Blogue coletivo, criado por Luís Graça. Objetivo: ajudar os antigos combatentes a reconstituir o "puzzle" da memória da guerra colonial/guerra do ultramar (e da Guiné, em particular). Iniciado em 2004, é a maior rede social na Net, em português, centrada na experiência pessoal de uma guerra. Como camaradas que são, tratam-se por tu, e gostam de dizer: "O Mundo é Pequeno e a nossa Tabanca... é Grande". Coeditores: C. Vinhal, E. Magalhães Ribeiro, V. Briote, J. Araújo.
quarta-feira, 22 de março de 2023
Guiné 61/74 - P24162: Historiografia da presença portuguesa em África (360): As últimas décadas de comércio negreiro na Senegâmbia e Cabo Verde (Mário Beja Santos)

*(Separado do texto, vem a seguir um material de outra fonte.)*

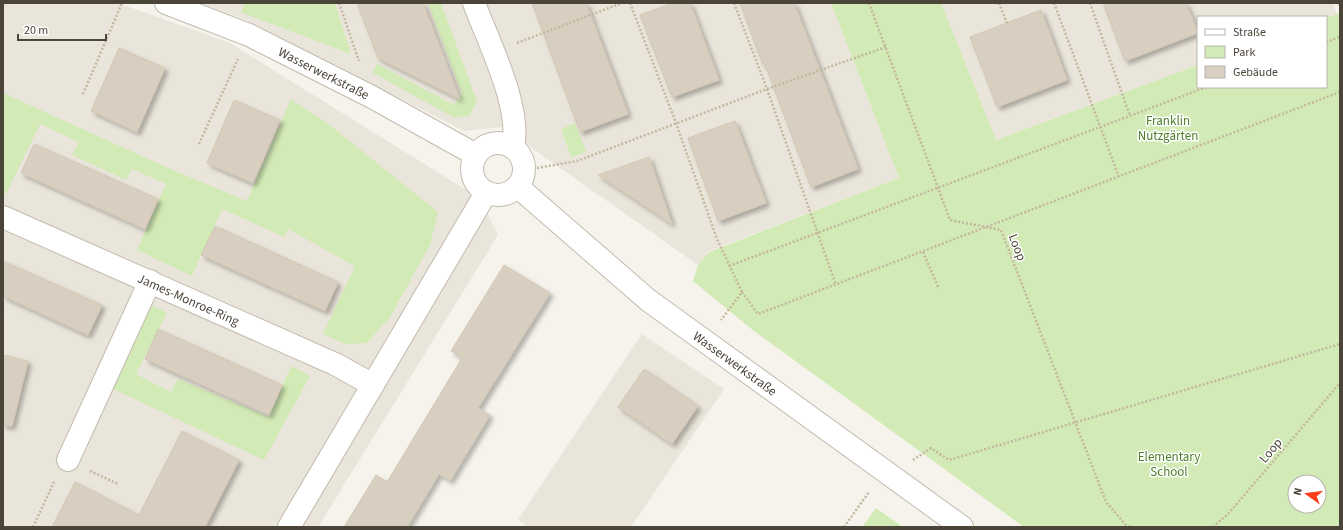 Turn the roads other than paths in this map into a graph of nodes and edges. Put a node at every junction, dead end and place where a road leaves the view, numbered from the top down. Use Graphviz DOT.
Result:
graph roads {
  1 [pos="166,3"];
  2 [pos="474,3"];
  3 [pos="513,148"];
  4 [pos="476,155"];
  5 [pos="521,179"];
  6 [pos="486,193"];
  7 [pos="3,217"];
  8 [pos="150,281"];
  9 [pos="373,384"];
  10 [pos="68,460"];
  11 [pos="288,527"];
  12 [pos="962,527"];
  1 -- 4 [label="street, Wasserwerkstraße"];
  2 -- 3 [label="street"];
  3 -- 4 [label="street"];
  3 -- 5 [label="street"];
  4 -- 6 [label="street"];
  5 -- 6 [label="street"];
  5 -- 12 [label="street, Wasserwerkstraße"];
  6 -- 9 [label="street"];
  7 -- 8 [label="street, James-Monroe-Ring"];
  8 -- 9 [label="street, James-Monroe-Ring"];
  8 -- 10 [label="street"];
  9 -- 11 [label="street"];
}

1. Mensagem do nosso camarada Mário Beja Santos (ex-Alf Mil Inf, CMDT do Pel Caç Nat 52, Missirá e Bambadinca, 1968/70), com data de 30 de Junho de 2022:
Queridos amigos,
Corresponde a um período em que Carreira desbravou imensa documentação nos arquivos, toda esta pesquisa sobre o comércio negreiro destinado primordialmente ao continente americano. Esta análise sectorial mostra claramente a crescente vigilância inglesa nas águas destes pontos da costa africana, mas igualmente muito ativa nas Antilhas. Resistiu-se por todos os meios, tentou-se enganar a vigilância, e a ninguém assombra que a escravatura tivesse recrudescido entre os povos da região, à falta da exportação. Ao tempo começa o comércio da mancarra, é uma nova lógica comercial que se instala, incentivar culturas e propor novos mercados de exportação, favoráveis aos propósitos coloniais. Aqui se deixa o testemunho de agradecimento a todos estes trabalhos pioneiros de Carreira, a historiografia anterior sempre fugiu a decifrar e a mostrar os cenários deste hediondo comércio.
Um abraço do
Mário
As últimas décadas de comércio negreiro na Senegâmbia e Cabo Verde
Mário Beja Santos
A Junta de Investigações Científica do Ultramar deu à estampa em 1981 um trabalho de António Carreira intitulado “O Tráfico de Escravos nos Rios de Guiné e Ilhas de Cabo Verde (1810-1850)”. Aqui se tem feito referência ao conjunto de obras de Carreira sobre o comércio negreiro, ele foi um pioneiro nestes estudos que hoje conhecem franco desenvolvimento. Aqui se pretende somente fazer referência, formalmente abolido que estava o tráfico, à sua repressão, o investigador alega escassez de informações nas pesquisas arquivísticas que fez. Atenda-se ao que ele escreve:
“Tudo indica que os negociantes de escravos residentes em Cabo Verde se tornaram extremamente dinâmicos a partir dos primeiros anos do século XIX – talvez na razão do aperto da fiscalização. Pelo menos é o que se conclui dos relatos das comissões mistas, quer a sediada na Boa Vista, quer a da Serra Leoa e pelo próprio Ministério dos Negócios Estrangeiros português.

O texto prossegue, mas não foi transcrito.